Modeling the Specific CD4+ T Cell Response against a Tumor Neoantigen

Abstract

The antitumor activity of CD4+ T cells is increasingly acknowledged in both humans and mice. The involved mechanisms have been mostly studied using transplanted tumor mouse systems. In these models, many tumor cells die at the time of implantation leading to the release of Ag in an inflammatory context contrasting with the slow and nondestructive growth of early-stage human tumors. In this study, we show that the presentation of a MHC class II–restricted model Ag (male, DBY) released by dying tumor cells may last more than 4 wk.

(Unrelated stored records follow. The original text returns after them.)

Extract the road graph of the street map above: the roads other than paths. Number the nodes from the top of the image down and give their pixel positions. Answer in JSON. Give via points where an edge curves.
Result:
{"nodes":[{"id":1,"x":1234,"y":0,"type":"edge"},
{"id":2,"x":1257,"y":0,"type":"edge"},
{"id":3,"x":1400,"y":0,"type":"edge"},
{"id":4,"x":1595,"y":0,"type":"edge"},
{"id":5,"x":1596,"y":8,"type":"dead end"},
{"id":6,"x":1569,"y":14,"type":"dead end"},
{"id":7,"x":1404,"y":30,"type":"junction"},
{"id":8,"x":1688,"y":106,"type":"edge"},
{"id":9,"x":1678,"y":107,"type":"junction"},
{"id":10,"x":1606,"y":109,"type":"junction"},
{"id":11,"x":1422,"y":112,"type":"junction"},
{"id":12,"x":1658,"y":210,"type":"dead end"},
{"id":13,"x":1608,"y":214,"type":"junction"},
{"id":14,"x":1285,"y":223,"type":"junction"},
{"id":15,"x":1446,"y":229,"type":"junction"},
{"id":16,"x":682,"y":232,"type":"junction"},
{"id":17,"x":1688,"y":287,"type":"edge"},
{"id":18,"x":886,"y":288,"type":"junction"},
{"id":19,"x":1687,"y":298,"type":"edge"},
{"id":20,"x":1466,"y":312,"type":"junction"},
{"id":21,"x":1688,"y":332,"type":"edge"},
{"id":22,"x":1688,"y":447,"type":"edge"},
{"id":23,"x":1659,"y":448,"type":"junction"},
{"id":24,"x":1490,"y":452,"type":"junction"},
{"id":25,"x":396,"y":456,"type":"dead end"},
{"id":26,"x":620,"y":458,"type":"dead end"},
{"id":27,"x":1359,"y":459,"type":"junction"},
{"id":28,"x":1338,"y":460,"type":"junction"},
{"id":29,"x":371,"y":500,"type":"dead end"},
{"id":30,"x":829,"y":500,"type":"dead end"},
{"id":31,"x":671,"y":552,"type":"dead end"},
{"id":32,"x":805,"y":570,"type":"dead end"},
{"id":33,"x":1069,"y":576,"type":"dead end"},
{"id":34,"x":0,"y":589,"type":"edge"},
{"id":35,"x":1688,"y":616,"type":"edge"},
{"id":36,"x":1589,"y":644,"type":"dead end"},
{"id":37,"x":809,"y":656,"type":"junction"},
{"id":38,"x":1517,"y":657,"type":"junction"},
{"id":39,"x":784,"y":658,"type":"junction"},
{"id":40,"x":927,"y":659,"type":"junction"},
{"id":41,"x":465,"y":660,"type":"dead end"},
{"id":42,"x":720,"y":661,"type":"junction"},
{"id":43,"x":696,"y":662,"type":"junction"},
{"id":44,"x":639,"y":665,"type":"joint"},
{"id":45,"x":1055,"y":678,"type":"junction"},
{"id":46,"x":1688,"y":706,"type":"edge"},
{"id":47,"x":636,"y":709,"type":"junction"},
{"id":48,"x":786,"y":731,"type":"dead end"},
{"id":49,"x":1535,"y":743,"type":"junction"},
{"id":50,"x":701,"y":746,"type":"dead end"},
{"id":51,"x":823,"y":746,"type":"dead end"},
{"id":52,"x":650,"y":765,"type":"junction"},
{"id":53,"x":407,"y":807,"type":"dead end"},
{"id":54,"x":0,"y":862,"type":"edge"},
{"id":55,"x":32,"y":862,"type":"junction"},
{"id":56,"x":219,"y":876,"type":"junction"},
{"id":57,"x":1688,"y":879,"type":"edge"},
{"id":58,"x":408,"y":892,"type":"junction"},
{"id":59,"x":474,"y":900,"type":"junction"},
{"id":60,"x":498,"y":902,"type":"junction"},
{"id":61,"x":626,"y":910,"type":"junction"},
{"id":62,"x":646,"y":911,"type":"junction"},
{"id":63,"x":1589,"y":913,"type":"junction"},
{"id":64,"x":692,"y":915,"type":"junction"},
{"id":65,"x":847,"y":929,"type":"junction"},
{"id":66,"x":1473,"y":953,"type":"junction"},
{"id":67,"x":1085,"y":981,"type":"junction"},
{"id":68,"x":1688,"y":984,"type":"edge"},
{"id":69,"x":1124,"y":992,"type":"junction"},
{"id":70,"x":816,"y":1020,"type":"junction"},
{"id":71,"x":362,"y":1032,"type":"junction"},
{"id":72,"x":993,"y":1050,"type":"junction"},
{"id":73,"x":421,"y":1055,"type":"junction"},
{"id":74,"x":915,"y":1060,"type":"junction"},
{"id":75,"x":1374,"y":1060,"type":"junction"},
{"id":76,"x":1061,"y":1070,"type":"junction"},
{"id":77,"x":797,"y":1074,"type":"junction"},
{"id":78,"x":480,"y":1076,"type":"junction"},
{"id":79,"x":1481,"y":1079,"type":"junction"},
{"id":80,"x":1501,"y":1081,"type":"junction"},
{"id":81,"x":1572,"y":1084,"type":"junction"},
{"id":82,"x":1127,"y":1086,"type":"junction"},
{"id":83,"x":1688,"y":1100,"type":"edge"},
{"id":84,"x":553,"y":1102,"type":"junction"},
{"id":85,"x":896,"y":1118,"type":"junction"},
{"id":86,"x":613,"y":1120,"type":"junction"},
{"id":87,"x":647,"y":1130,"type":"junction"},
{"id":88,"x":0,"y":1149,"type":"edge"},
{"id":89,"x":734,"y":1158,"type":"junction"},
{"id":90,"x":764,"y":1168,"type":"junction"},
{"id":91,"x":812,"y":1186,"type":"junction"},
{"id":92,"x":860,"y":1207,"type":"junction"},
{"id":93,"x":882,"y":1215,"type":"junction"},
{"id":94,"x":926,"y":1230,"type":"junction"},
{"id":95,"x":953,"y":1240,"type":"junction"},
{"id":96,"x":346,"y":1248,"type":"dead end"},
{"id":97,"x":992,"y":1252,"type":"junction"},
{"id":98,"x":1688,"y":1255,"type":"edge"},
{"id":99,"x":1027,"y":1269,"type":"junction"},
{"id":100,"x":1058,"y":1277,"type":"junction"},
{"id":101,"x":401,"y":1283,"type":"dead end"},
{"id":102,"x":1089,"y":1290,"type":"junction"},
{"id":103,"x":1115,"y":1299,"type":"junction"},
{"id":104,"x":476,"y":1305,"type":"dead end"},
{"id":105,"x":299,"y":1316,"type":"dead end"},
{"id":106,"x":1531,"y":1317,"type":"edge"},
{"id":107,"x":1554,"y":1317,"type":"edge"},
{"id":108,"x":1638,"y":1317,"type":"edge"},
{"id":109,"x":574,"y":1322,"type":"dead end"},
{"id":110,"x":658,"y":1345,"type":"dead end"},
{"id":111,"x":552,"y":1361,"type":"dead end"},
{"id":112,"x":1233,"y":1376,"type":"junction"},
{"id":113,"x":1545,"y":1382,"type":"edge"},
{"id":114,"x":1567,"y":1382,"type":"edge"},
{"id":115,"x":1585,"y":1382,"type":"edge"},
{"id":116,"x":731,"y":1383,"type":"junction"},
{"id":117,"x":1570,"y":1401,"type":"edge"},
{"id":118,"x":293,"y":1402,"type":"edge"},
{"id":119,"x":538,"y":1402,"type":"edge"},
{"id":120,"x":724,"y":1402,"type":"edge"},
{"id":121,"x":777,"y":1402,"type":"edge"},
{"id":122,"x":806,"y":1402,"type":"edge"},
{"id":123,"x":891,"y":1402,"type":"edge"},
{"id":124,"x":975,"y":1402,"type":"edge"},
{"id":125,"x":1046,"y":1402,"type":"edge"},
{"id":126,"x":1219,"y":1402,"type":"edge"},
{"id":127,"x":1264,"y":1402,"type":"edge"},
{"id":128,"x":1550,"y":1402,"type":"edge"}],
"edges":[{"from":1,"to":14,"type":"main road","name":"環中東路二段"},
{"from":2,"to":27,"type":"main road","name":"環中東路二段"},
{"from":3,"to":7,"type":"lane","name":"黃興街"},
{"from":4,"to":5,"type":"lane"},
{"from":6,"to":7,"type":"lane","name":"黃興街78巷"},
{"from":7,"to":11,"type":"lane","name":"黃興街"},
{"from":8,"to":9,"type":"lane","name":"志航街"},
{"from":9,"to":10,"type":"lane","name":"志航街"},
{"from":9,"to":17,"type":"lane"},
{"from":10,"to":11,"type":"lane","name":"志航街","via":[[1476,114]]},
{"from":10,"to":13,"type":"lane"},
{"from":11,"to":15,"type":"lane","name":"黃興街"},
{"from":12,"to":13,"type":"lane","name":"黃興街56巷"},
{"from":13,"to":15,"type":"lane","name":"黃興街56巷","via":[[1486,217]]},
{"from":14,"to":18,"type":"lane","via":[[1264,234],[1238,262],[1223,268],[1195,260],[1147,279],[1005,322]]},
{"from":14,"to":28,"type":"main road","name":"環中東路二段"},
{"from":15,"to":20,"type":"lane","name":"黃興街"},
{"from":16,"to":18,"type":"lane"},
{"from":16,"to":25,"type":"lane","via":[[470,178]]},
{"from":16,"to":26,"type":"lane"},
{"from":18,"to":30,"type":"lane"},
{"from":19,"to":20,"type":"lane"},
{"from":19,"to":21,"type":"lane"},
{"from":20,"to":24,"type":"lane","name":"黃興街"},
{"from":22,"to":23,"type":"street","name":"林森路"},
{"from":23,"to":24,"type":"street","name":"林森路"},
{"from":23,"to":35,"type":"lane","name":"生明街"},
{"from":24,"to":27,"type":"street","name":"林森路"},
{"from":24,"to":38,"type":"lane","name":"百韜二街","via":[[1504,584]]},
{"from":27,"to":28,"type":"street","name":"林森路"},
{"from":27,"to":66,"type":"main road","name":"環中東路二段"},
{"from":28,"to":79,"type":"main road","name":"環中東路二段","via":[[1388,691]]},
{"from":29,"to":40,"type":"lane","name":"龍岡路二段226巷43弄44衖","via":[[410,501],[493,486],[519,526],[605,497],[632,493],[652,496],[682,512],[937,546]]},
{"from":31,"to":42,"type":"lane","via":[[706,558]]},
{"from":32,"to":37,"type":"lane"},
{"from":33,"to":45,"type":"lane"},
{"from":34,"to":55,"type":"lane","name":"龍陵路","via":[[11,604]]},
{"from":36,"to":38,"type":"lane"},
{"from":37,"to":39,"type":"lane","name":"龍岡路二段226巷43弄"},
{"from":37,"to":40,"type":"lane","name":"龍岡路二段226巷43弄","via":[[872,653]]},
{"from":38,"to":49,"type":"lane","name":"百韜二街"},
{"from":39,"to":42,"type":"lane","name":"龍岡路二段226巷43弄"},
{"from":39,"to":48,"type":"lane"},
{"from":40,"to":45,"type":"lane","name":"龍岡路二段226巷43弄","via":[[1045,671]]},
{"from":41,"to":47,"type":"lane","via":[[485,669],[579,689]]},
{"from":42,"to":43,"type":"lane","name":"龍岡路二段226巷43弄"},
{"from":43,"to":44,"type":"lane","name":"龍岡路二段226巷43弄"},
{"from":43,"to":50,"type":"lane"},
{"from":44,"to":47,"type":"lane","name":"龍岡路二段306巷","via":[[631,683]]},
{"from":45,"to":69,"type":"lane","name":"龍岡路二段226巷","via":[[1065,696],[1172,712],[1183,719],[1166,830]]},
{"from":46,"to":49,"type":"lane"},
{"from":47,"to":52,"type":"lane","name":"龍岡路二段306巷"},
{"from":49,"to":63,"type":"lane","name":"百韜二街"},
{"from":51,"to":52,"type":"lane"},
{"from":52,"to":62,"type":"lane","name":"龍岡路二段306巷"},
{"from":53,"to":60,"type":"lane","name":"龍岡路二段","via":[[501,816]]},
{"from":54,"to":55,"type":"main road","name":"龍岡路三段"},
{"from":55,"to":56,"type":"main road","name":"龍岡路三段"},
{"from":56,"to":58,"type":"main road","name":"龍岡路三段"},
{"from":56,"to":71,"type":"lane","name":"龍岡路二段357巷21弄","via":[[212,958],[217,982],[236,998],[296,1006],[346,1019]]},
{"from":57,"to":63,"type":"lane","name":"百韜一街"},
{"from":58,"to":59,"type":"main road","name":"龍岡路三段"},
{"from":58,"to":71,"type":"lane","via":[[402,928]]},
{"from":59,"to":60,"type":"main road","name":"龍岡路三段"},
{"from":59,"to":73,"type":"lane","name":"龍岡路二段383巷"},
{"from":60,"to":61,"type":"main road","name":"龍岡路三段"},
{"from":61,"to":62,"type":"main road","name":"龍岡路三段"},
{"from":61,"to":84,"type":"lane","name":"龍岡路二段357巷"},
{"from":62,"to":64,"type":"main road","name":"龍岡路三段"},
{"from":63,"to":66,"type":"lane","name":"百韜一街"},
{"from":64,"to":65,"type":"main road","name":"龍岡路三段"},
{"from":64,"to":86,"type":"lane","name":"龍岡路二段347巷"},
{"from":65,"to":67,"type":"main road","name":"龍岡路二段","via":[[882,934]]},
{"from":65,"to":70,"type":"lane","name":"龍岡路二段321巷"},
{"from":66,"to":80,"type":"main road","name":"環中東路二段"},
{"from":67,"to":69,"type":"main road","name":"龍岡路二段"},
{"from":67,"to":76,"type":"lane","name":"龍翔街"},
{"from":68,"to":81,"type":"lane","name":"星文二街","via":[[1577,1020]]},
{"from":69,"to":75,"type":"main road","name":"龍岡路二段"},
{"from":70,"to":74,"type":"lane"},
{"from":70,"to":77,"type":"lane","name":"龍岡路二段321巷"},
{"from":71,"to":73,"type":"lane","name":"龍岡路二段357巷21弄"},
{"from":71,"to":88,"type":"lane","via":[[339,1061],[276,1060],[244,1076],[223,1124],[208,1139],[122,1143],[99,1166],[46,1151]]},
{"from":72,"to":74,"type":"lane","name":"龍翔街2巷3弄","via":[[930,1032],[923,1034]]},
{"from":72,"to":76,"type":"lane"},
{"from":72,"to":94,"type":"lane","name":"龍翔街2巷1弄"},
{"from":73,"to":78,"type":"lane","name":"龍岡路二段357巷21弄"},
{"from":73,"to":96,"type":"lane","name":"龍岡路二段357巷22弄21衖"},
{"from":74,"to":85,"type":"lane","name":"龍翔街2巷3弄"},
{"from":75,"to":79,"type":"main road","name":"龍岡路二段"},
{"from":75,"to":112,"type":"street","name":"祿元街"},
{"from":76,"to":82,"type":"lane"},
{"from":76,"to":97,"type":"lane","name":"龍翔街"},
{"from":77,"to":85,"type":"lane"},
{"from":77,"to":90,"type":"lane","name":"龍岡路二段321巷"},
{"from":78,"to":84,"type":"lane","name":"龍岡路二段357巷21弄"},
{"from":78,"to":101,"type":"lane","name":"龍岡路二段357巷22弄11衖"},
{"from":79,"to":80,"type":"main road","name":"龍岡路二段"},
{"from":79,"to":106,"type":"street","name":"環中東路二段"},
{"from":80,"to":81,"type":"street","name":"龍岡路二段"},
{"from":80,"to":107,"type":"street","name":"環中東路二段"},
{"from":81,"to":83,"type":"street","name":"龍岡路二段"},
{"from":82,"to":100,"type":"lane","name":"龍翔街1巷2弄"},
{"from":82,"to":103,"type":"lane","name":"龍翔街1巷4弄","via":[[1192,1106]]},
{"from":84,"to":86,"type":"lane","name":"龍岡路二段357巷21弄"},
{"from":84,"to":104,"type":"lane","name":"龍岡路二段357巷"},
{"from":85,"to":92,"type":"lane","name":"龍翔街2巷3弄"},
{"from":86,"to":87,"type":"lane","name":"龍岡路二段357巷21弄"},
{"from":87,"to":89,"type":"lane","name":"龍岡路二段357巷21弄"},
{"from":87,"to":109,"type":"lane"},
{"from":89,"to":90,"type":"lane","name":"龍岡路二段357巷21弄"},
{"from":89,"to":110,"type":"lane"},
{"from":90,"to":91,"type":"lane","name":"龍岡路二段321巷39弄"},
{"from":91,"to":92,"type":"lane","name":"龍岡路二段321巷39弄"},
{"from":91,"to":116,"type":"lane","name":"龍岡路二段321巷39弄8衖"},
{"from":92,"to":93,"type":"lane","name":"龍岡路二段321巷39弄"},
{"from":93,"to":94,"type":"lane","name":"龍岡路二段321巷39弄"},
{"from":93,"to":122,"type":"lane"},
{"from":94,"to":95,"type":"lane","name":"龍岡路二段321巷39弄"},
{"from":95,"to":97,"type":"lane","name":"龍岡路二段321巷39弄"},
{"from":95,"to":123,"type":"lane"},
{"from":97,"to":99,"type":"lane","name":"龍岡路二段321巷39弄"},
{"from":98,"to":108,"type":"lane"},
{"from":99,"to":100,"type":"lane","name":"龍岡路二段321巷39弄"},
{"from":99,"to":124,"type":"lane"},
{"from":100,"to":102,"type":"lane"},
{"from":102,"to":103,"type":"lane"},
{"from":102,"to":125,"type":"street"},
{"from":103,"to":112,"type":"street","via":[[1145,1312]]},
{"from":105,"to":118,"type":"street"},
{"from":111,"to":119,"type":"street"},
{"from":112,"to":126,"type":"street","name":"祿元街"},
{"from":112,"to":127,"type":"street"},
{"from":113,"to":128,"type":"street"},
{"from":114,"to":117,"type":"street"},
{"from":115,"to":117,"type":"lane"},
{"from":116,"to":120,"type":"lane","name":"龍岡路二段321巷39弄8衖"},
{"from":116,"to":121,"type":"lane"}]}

The duration of Ag presentation varies according to the way the cells are killed before implantation. To avoid this artifactual early priming of the host precluding the study of the interactions between the immune system and tumors at the steady state, we generated a cell line expressing the DBY Ag in an inducible manner. Ag expression can be efficiently induced in vivo several days after tumor implantation. We show that the Ag reaches the lymph node and activates naive CD4+ T cells to proliferate and recirculate. We did not observe de novo induction of tumor-specific regulatory T cells. However, we observed Th1/Th17 effector cells in the tumor draining lymph node and tumors. Thus, when a neoantigen appears in established tumors, the immune system is not ignorant and naive CD4+ T cells are not tolerized. This opens up the possibility of therapeutic vaccines improving the immune response toward tumor-specific neoantigens.